Her fingers twitched weakly against his arm. “I didn’t want you to go.”

The words were soft. Barely there. But they tore through him.

“I know,” he whispered, his voice breaking under the weight of it, his chest aching so violently it felt like it might split open. “I know, and I should have stayed, I should have listened, I should have chosen you.”

I should have chosen you. The thought echoed, sharp and unforgiving.

He gathered her into his arms with impossible care, one hand supporting her head, the other wrapped securely around her as he lifted her from the cold stone.

She was too light. Too fragile. It terrified him.

“I’ve got you,” he murmured, his voice low and shaking, his wings shifting slightly as if to shield her from everything, from the world, from himself. “You’re safe. I’ve got you.” Her head rested against his chest. Her breathing was shallow. Each inhale felt like a countdown. Panic surged, hot and suffocating.

“I’m not losing you,” he whispered, the words rough and desperate, his grip tightening just slightly as if holding her closer could keep her here. “Do you hear me? I’m not losing you.”

He didn’t remember leaving the Court of Nightmares. One second he was there, the next, he was in Velaris, the world shifting around him in a blur of shadow and desperation. “Magda,” he called, his voice ringing with a sharp edge of command and fear that he did not bother to hide. “Now.”

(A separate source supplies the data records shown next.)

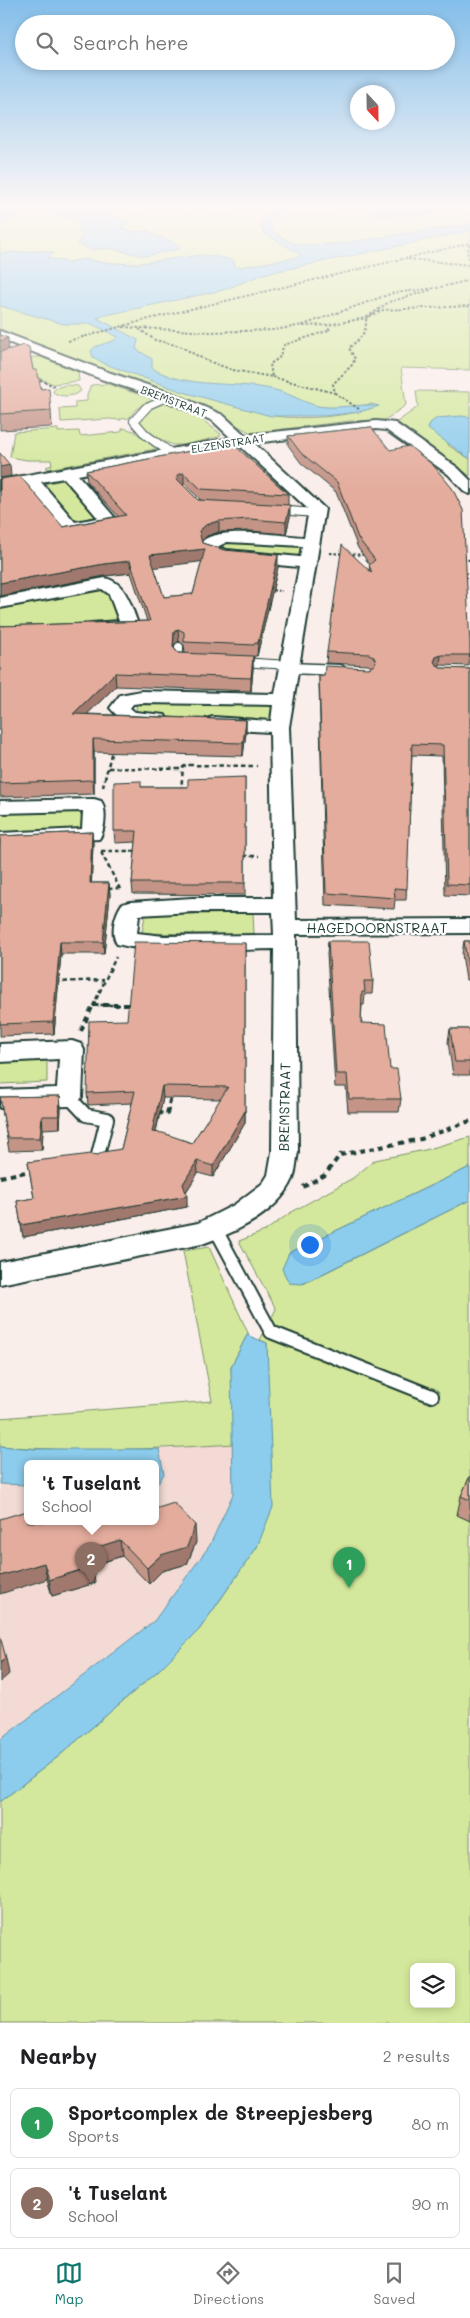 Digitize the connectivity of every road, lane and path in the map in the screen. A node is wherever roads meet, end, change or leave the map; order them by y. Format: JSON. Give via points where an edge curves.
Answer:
{"nodes":[{"id":1,"x":225,"y":302,"type":"edge"},
{"id":2,"x":364,"y":302,"type":"edge"},
{"id":3,"x":386,"y":302,"type":"edge"},
{"id":4,"x":470,"y":306,"type":"edge"},
{"id":5,"x":366,"y":318,"type":"junction"},
{"id":6,"x":327,"y":325,"type":"junction"},
{"id":7,"x":292,"y":326,"type":"junction"},
{"id":8,"x":119,"y":328,"type":"junction"},
{"id":9,"x":136,"y":328,"type":"junction"},
{"id":10,"x":0,"y":335,"type":"edge"},
{"id":11,"x":27,"y":353,"type":"junction"},
{"id":12,"x":30,"y":377,"type":"edge"},
{"id":13,"x":272,"y":377,"type":"junction"},
{"id":14,"x":54,"y":386,"type":"dead end"},
{"id":15,"x":335,"y":393,"type":"junction"},
{"id":16,"x":169,"y":397,"type":"junction"},
{"id":17,"x":354,"y":406,"type":"dead end"},
{"id":18,"x":243,"y":440,"type":"junction"},
{"id":19,"x":171,"y":453,"type":"junction"},
{"id":20,"x":67,"y":472,"type":"junction"},
{"id":21,"x":31,"y":479,"type":"junction"},
{"id":22,"x":0,"y":485,"type":"edge"},
{"id":23,"x":470,"y":490,"type":"edge"},
{"id":24,"x":267,"y":510,"type":"edge"},
{"id":25,"x":316,"y":512,"type":"junction"},
{"id":26,"x":310,"y":552,"type":"junction"},
{"id":27,"x":373,"y":555,"type":"edge"},
{"id":28,"x":460,"y":559,"type":"edge"},
{"id":29,"x":470,"y":560,"type":"edge"},
{"id":30,"x":266,"y":590,"type":"edge"},
{"id":31,"x":303,"y":592,"type":"junction"},
{"id":32,"x":0,"y":603,"type":"edge"},
{"id":33,"x":76,"y":627,"type":"edge"},
{"id":34,"x":179,"y":647,"type":"dead end"},
{"id":35,"x":198,"y":660,"type":"edge"},
{"id":36,"x":225,"y":662,"type":"edge"},
{"id":37,"x":290,"y":666,"type":"junction"},
{"id":38,"x":348,"y":671,"type":"edge"},
{"id":39,"x":284,"y":700,"type":"junction"},
{"id":40,"x":130,"y":718,"type":"junction"},
{"id":41,"x":180,"y":721,"type":"edge"},
{"id":42,"x":199,"y":722,"type":"edge"},
{"id":43,"x":279,"y":727,"type":"junction"},
{"id":44,"x":102,"y":751,"type":"edge"},
{"id":45,"x":112,"y":751,"type":"junction"},
{"id":46,"x":279,"y":766,"type":"junction"},
{"id":47,"x":108,"y":768,"type":"junction"},
{"id":48,"x":183,"y":769,"type":"junction"},
{"id":49,"x":181,"y":796,"type":"edge"},
{"id":50,"x":94,"y":805,"type":"junction"},
{"id":51,"x":0,"y":807,"type":"edge"},
{"id":52,"x":0,"y":838,"type":"edge"},
{"id":53,"x":96,"y":843,"type":"junction"},
{"id":54,"x":139,"y":851,"type":"edge"},
{"id":55,"x":234,"y":856,"type":"edge"},
{"id":56,"x":282,"y":856,"type":"junction"},
{"id":57,"x":120,"y":888,"type":"junction"},
{"id":58,"x":101,"y":889,"type":"edge"},
{"id":59,"x":284,"y":905,"type":"junction"},
{"id":60,"x":130,"y":909,"type":"junction"},
{"id":61,"x":470,"y":926,"type":"edge"},
{"id":62,"x":284,"y":935,"type":"junction"},
{"id":63,"x":125,"y":939,"type":"junction"},
{"id":64,"x":104,"y":980,"type":"junction"},
{"id":65,"x":48,"y":982,"type":"edge"},
{"id":66,"x":93,"y":1005,"type":"junction"},
{"id":67,"x":138,"y":1005,"type":"edge"},
{"id":68,"x":72,"y":1050,"type":"junction"},
{"id":69,"x":0,"y":1053,"type":"edge"},
{"id":70,"x":171,"y":1087,"type":"edge"},
{"id":71,"x":69,"y":1097,"type":"junction"},
{"id":72,"x":0,"y":1099,"type":"edge"},
{"id":73,"x":150,"y":1112,"type":"edge"},
{"id":74,"x":470,"y":1121,"type":"edge"},
{"id":75,"x":97,"y":1160,"type":"edge"},
{"id":76,"x":40,"y":1170,"type":"edge"},
{"id":77,"x":0,"y":1177,"type":"edge"},
{"id":78,"x":296,"y":1190,"type":"dead end"},
{"id":79,"x":215,"y":1228,"type":"junction"},
{"id":80,"x":0,"y":1273,"type":"edge"},
{"id":81,"x":432,"y":1396,"type":"dead end"}],
"edges":[{"from":1,"to":8,"type":"path"},
{"from":2,"to":7,"type":"path"},
{"from":3,"to":5,"type":"path"},
{"from":4,"to":5,"type":"path","via":[[383,310]]},
{"from":5,"to":6,"type":"path"},
{"from":5,"to":15,"type":"path","via":[[364,335],[349,348],[355,359],[333,384]]},
{"from":6,"to":7,"type":"path"},
{"from":6,"to":13,"type":"path","via":[[330,330],[284,344],[279,358],[270,364]]},
{"from":7,"to":9,"type":"path","via":[[274,330],[212,332]]},
{"from":8,"to":9,"type":"path"},
{"from":8,"to":11,"type":"path"},
{"from":9,"to":13,"type":"path","via":[[155,340],[180,346],[204,360],[233,370]]},
{"from":10,"to":11,"type":"street","name":"BREMSTRAAT"},
{"from":11,"to":16,"type":"street","name":"BREMSTRAAT"},
{"from":12,"to":14,"type":"path"},
{"from":13,"to":15,"type":"path"},
{"from":15,"to":17,"type":"path"},
{"from":16,"to":18,"type":"street","name":"BREMSTRAAT","via":[[218,418]]},
{"from":16,"to":19,"type":"lane","via":[[144,408],[134,422],[136,427]]},
{"from":18,"to":19,"type":"street","name":"ELZENSTRAAT"},
{"from":18,"to":23,"type":"street","name":"ELZENSTRAAT","via":[[390,426],[453,471]]},
{"from":18,"to":25,"type":"street","name":"BREMSTRAAT","via":[[317,509]]},
{"from":19,"to":20,"type":"street","name":"ELZENSTRAAT"},
{"from":20,"to":21,"type":"street","name":"ELZENSTRAAT"},
{"from":20,"to":21,"type":"street","via":[[109,520],[71,528]]},
{"from":21,"to":22,"type":"street","name":"ELZENSTRAAT"},
{"from":24,"to":25,"type":"lane"},
{"from":25,"to":26,"type":"street","name":"BREMSTRAAT"},
{"from":26,"to":26,"type":"street","via":[[225,555],[209,550],[209,543],[225,537]]},
{"from":26,"to":27,"type":"path"},
{"from":26,"to":31,"type":"street","name":"BREMSTRAAT"},
{"from":28,"to":29,"type":"path"},
{"from":30,"to":31,"type":"path"},
{"from":31,"to":37,"type":"street","name":"BREMSTRAAT"},
{"from":32,"to":33,"type":"street","via":[[105,583],[118,591],[128,621],[124,626]]},
{"from":34,"to":35,"type":"lane","via":[[179,660]]},
{"from":36,"to":37,"type":"lane"},
{"from":37,"to":38,"type":"lane"},
{"from":37,"to":39,"type":"street","name":"BREMSTRAAT"},
{"from":39,"to":40,"type":"street","via":[[141,697],[127,700],[119,708]]},
{"from":39,"to":43,"type":"street","name":"BREMSTRAAT"},
{"from":40,"to":41,"type":"street"},
{"from":40,"to":45,"type":"path","via":[[119,726]]},
{"from":42,"to":43,"type":"street"},
{"from":43,"to":46,"type":"street","name":"BREMSTRAAT"},
{"from":44,"to":45,"type":"path"},
{"from":45,"to":47,"type":"path"},
{"from":46,"to":48,"type":"path","via":[[187,765]]},
{"from":46,"to":56,"type":"street","name":"BREMSTRAAT"},
{"from":47,"to":48,"type":"path"},
{"from":47,"to":50,"type":"path","via":[[101,797]]},
{"from":48,"to":49,"type":"path"},
{"from":50,"to":51,"type":"street"},
{"from":50,"to":53,"type":"street"},
{"from":52,"to":53,"type":"street"},
{"from":53,"to":54,"type":"path"},
{"from":53,"to":57,"type":"path"},
{"from":55,"to":56,"type":"path"},
{"from":56,"to":59,"type":"street","name":"BREMSTRAAT"},
{"from":57,"to":58,"type":"path"},
{"from":57,"to":60,"type":"path"},
{"from":59,"to":60,"type":"street"},
{"from":59,"to":62,"type":"street","name":"BREMSTRAAT"},
{"from":60,"to":63,"type":"street"},
{"from":61,"to":62,"type":"street","name":"HAGEDOORNSTRAAT"},
{"from":62,"to":63,"type":"street","via":[[164,943]]},
{"from":62,"to":79,"type":"street","name":"BREMSTRAAT","via":[[285,1152],[279,1182],[233,1220]]},
{"from":63,"to":64,"type":"path"},
{"from":64,"to":65,"type":"path"},
{"from":64,"to":66,"type":"path"},
{"from":66,"to":67,"type":"path"},
{"from":66,"to":68,"type":"path"},
{"from":68,"to":69,"type":"street"},
{"from":68,"to":71,"type":"street"},
{"from":70,"to":73,"type":"path","via":[[167,1114]]},
{"from":71,"to":72,"type":"street"},
{"from":71,"to":75,"type":"lane","via":[[86,1115],[106,1119]]},
{"from":74,"to":78,"type":"path","via":[[441,1135],[340,1154],[331,1170],[315,1184]]},
{"from":76,"to":77,"type":"path"},
{"from":79,"to":80,"type":"street","name":"BREMSTRAAT"},
{"from":79,"to":81,"type":"lane","via":[[271,1332]]}]} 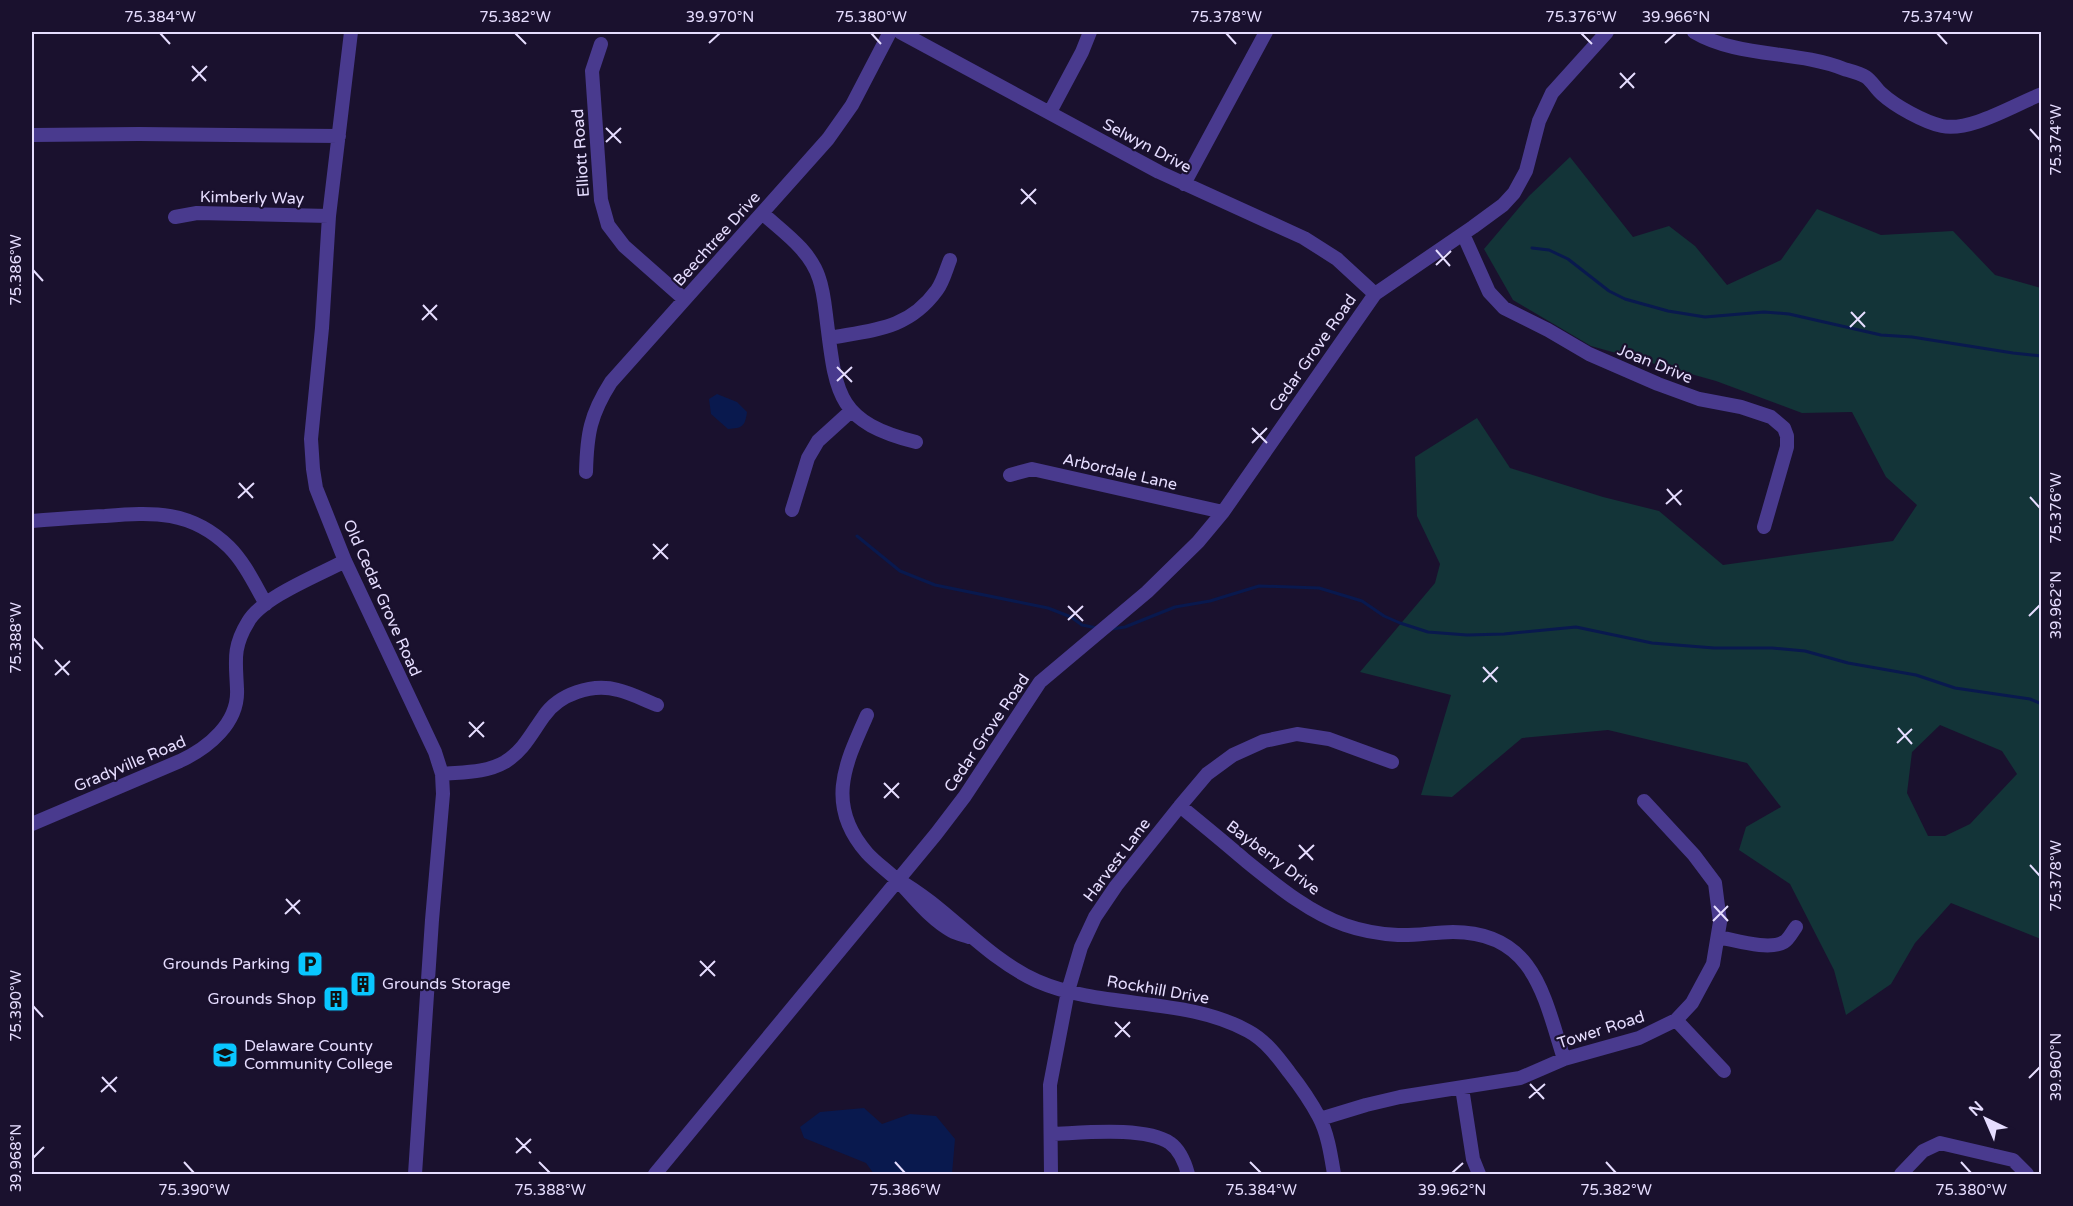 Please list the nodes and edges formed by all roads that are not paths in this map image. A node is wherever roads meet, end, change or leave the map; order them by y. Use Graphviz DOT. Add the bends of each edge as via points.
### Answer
graph roads {
  1 [pos="351,32"];
  2 [pos="890,32"];
  3 [pos="900,32"];
  4 [pos="1090,32"];
  5 [pos="1266,32"];
  6 [pos="1607,32"];
  7 [pos="1694,32"];
  8 [pos="601,44"];
  9 [pos="2042,93"];
  10 [pos="1050,112"];
  11 [pos="32,135"];
  12 [pos="339,136"];
  13 [pos="1184,184"];
  14 [pos="762,213"];
  15 [pos="175,216"];
  16 [pos="329,216"];
  17 [pos="1463,234"];
  18 [pos="950,260"];
  19 [pos="1375,294"];
  20 [pos="684,299"];
  21 [pos="829,338"];
  22 [pos="851,411"];
  23 [pos="916,442"];
  24 [pos="586,472"];
  25 [pos="1010,475"];
  26 [pos="792,510"];
  27 [pos="1223,513"];
  28 [pos="32,521"];
  29 [pos="1764,527"];
  30 [pos="345,561"];
  31 [pos="266,604"];
  32 [pos="657,705"];
  33 [pos="867,715"];
  34 [pos="1392,762"];
  35 [pos="442,774"];
  36 [pos="1644,801"];
  37 [pos="1180,806"];
  38 [pos="32,824"];
  39 [pos="898,880"];
  40 [pos="1796,927"];
  41 [pos="1718,938"];
  42 [pos="1068,991"];
  43 [pos="1676,1020"];
  44 [pos="1564,1059"];
  45 [pos="1724,1071"];
  46 [pos="1462,1088"];
  47 [pos="1320,1119"];
  48 [pos="1051,1134"];
  49 [pos="415,1174"];
  50 [pos="654,1174"];
  51 [pos="1051,1174"];
  52 [pos="1188,1174"];
  53 [pos="1334,1174"];
  54 [pos="1479,1174"];
  55 [pos="1901,1174"];
  56 [pos="2027,1174"];
  1 -- 12 [label="street, Old Cedar Grove Road"];
  2 -- 14 [label="street, Beechtree Drive" via="840,123"];
  3 -- 10 [label="street, Selwyn Drive"];
  4 -- 10 [label="street"];
  5 -- 13 [label="street"];
  6 -- 17 [label="street, Cedar Grove Road" via="1552,93 1539,122 1526,171 1514,193"];
  7 -- 9 [label="street" via="1707,40 1736,47 1841,67 1865,77 1883,95 1916,116 1943,126 1990,118"];
  8 -- 20 [label="street, Elliott Road" via="592,71 601,200 608,225 624,246"];
  10 -- 13 [label="street, Selwyn Drive"];
  11 -- 12 [label="street"];
  12 -- 16 [label="street, Old Cedar Grove Road"];
  13 -- 19 [label="street, Selwyn Drive" via="1312,243"];
  14 -- 20 [label="street, Beechtree Drive"];
  14 -- 21 [label="street" via="813,263 824,295"];
  15 -- 16 [label="street, Kimberly Way"];
  16 -- 30 [label="street, Old Cedar Grove Road" via="312,462 316,488"];
  17 -- 19 [label="street, Cedar Grove Road"];
  17 -- 29 [label="street, Joan Drive" via="1489,292 1504,309 1588,354 1658,384 1777,420 1787,436 1787,447"];
  18 -- 21 [label="street" via="938,289 907,320"];
  19 -- 27 [label="street, Cedar Grove Road"];
  20 -- 24 [label="street, Beechtree Drive" via="598,402 590,424"];
  21 -- 22 [label="street" via="836,383"];
  22 -- 23 [label="street" via="877,430"];
  22 -- 26 [label="street" via="818,441 808,458"];
  25 -- 27 [label="street, Arbordale Lane" via="1032,469"];
  27 -- 39 [label="street, Cedar Grove Road" via="1147,592 1040,682 965,796"];
  28 -- 31 [label="street" via="142,513 177,516 205,529 229,547"];
  30 -- 31 [label="street, Gradyville Road"];
  30 -- 35 [label="street, Old Cedar Grove Road"];
  31 -- 38 [label="street, Gradyville Road" via="248,621 239,639 235,705 213,741 198,753"];
  32 -- 35 [label="street" via="617,689 572,694 546,713 522,749 504,762 480,770"];
  33 -- 39 [label="street, Rockhill Drive" via="844,769 845,811 857,839"];
  34 -- 37 [label="street, Harvest Lane" via="1329,739 1297,734 1264,741 1233,755 1207,774"];
  35 -- 49 [label="street, Old Cedar Grove Road"];
  36 -- 41 [label="street, Tower Road" via="1715,883"];
  37 -- 42 [label="street, Harvest Lane" via="1095,917"];
  37 -- 44 [label="street, Bayberry Drive" via="1284,891 1343,924 1400,936 1464,933 1484,936 1509,947 1526,962 1541,987"];
  39 -- 42 [label="street, Rockhill Drive" via="916,903 952,932 974,938 1009,966 1038,981"];
  39 -- 50 [label="street, Cedar Grove Road"];
  40 -- 41 [label="street" via="1786,941 1776,945"];
  41 -- 43 [label="street, Tower Road" via="1713,964 1692,1003"];
  42 -- 47 [label="street, Rockhill Drive" via="1183,1010 1222,1019 1250,1032 1275,1053"];
  42 -- 48 [label="street, Harvest Lane" via="1050,1085"];
  43 -- 44 [label="street, Tower Road" via="1639,1038"];
  43 -- 45 [label="street"];
  44 -- 46 [label="street, Tower Road" via="1520,1078"];
  46 -- 47 [label="street, Tower Road" via="1366,1105"];
  46 -- 54 [label="street"];
  47 -- 53 [label="street, Rockhill Drive"];
  48 -- 51 [label="street, Harvest Lane"];
  48 -- 52 [label="street" via="1153,1136 1171,1144"];
  55 -- 56 [label="street" via="1923,1151 1940,1143 2013,1160"];
}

He did not set her down. Not for a second, Not even when others approached. Not even when hands reached out to help. He could not. Would not. “I’m here,” he kept whispering, over and over, his voice softer now, breaking apart with every repetition as he pressed his forehead gently to hers. “I’m right here, Gwyn. I’ve got you. I’ve got you.”

Because if he stopped saying it, if he let even a second of silence fall between them, he was afraid she might disappear into it. And he knew, with a certainty that hollowed him out completely, that if she did, he would follow.